Using existing Scala and Java classes inside the Spark shell requires an effective deployment procedure and dependency management. For simple and reliable reuse of Scala and Java classes and complete third-party libraries, you can use a module, which is a self-contained artifact created by Maven. This module can be shared by multiple users. This topic shows how to use Maven to create a module containing all dependencies.

Create a Maven Project

  1. Use Maven to generate the project directory:
    $ mvn archetype:generate -DgroupId=com.mycompany -DartifactId=mylibrary \
    -DarchetypeArtifactId=maven-archetype-quickstart -DinteractiveMode=false

Download and Deploy Third-Party Libraries

  1. Prepare a location for all third-party libraries that are not available through Maven Central but are required for the project:
    mkdir libs
    cd libs
  2. Download the required artifacts.
  3. Use Maven to deploy the library JAR.
  4. Add the library to the dependencies section of the POM file.
  5. Repeat steps 2-4 for each library.

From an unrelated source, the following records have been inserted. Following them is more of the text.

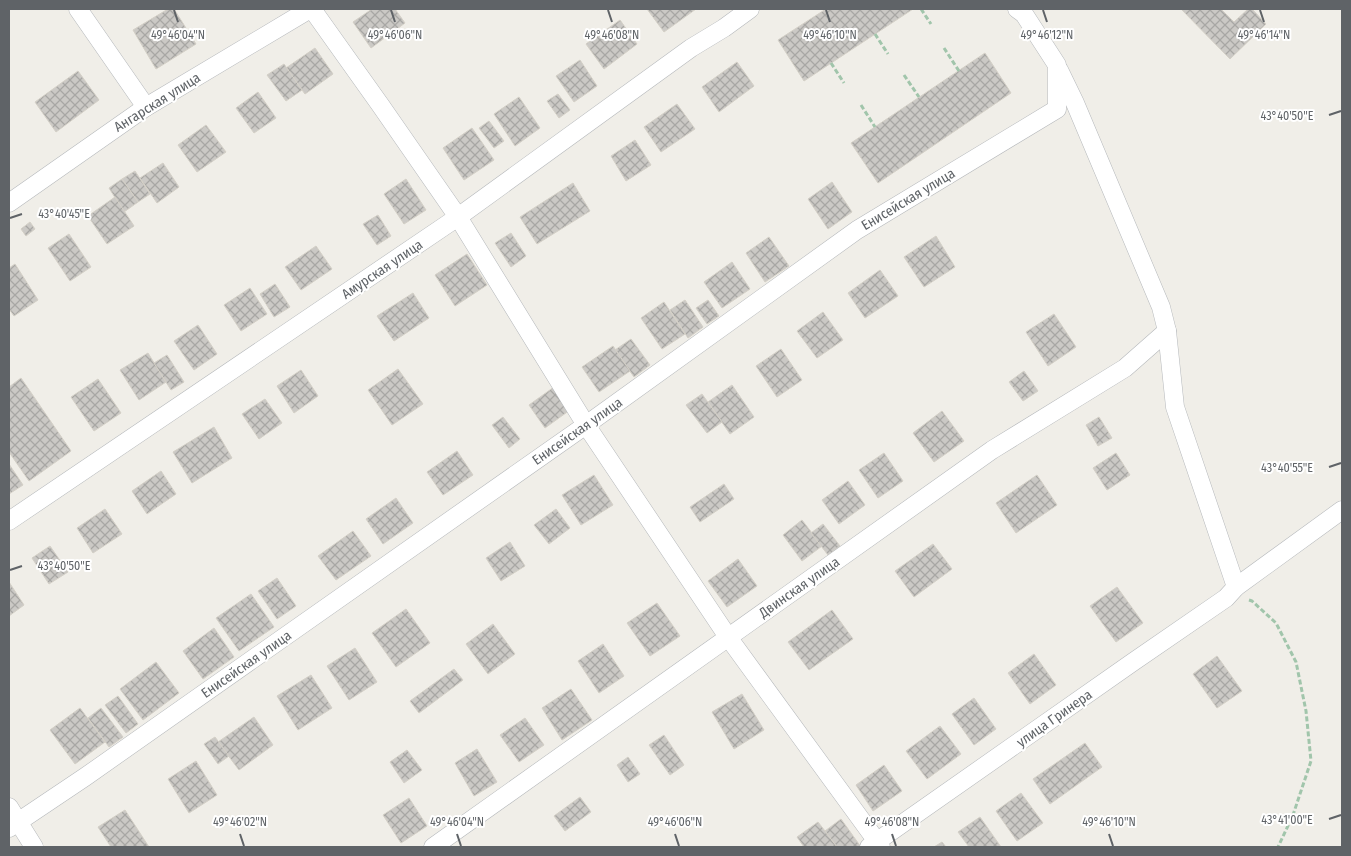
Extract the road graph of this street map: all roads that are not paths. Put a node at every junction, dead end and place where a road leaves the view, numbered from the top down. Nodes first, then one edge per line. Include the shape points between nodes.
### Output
1 (78, 9) edge
2 (311, 9) edge
3 (750, 9) edge
4 (1017, 9) edge
5 (1057, 65) junction
6 (146, 107) junction
7 (9, 203) edge
8 (458, 217) junction
9 (1167, 331) junction
10 (586, 424) junction
11 (1342, 510) edge
12 (9, 521) edge
13 (1231, 593) junction
14 (728, 638) junction
15 (12, 819) edge
16 (876, 845) edge
17 (34, 847) edge
18 (433, 847) edge

1 - 6 street
2 - 6 street, Ангарская улица
2 - 8 street
3 - 8 street, Амурская улица
4 - 5 street via 1024,14
5 - 9 street via 1157,298
5 - 10 street, Енисейская улица via 1057,108 857,230
6 - 7 street, Ангарская улица
8 - 10 street
8 - 12 street, Амурская улица
9 - 13 street via 1175,407
9 - 14 street, Двинская улица via 1125,368 992,450
10 - 14 street
10 - 15 street, Енисейская улица via 85,778
11 - 13 street, улица Гринера
13 - 16 street, улица Гринера
14 - 16 street
14 - 18 street, Двинская улица
15 - 17 street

For example, to add the JIDT library:
    1. Download and decompress the zip file:
      curl http://lizier.me/joseph/software/jidt/download.php?file=infodynamics-dist-1.3.zip > infodynamics-dist-1.3.zip
      unzip infodynamics-dist-1.3.zip
    2. Deploy the library JAR:
      $ mvn deploy:deploy-file \
      -Durl=file:///$HOME/.m2/repository -Dfile=libs/infodynamics.jar \
      -DgroupId=org.jlizier.infodynamics -DartifactId=infodynamics -Dpackaging=jar -Dversion=1.3
    3. Add the library to the dependencies section of the POM file:
      <dependency>
        <groupId>org.jlizier.infodynamics</groupId>
        <artifactId>infodynamics</artifactId>
        <version>1.3</version>
      </dependency>
      
  6. Add the Maven assembly plug-in to the plugins section in the pom.xml file.
  7. Package the library JARs in a module:
    mvn clean package

Run and Test the Spark Module

  1. Run the Spark shell, providing the module JAR in the --jars option:
    spark-shell --jars target/mylibrary-1.0-SNAPSHOT-jar-with-dependencies.jar
  2. In the Environment tab of the Spark Web UI application (http://driver_host:4040/environment/), validate that the spark.jars property contains the library. For example:

  3. In the Spark shell, test that you can import some of the required Java classes from the third-party library. For example, if you use the JIDT library, import MatrixUtils:
    $ spark-shell
    ...
    scala> import infodynamics.utils.MatrixUtils;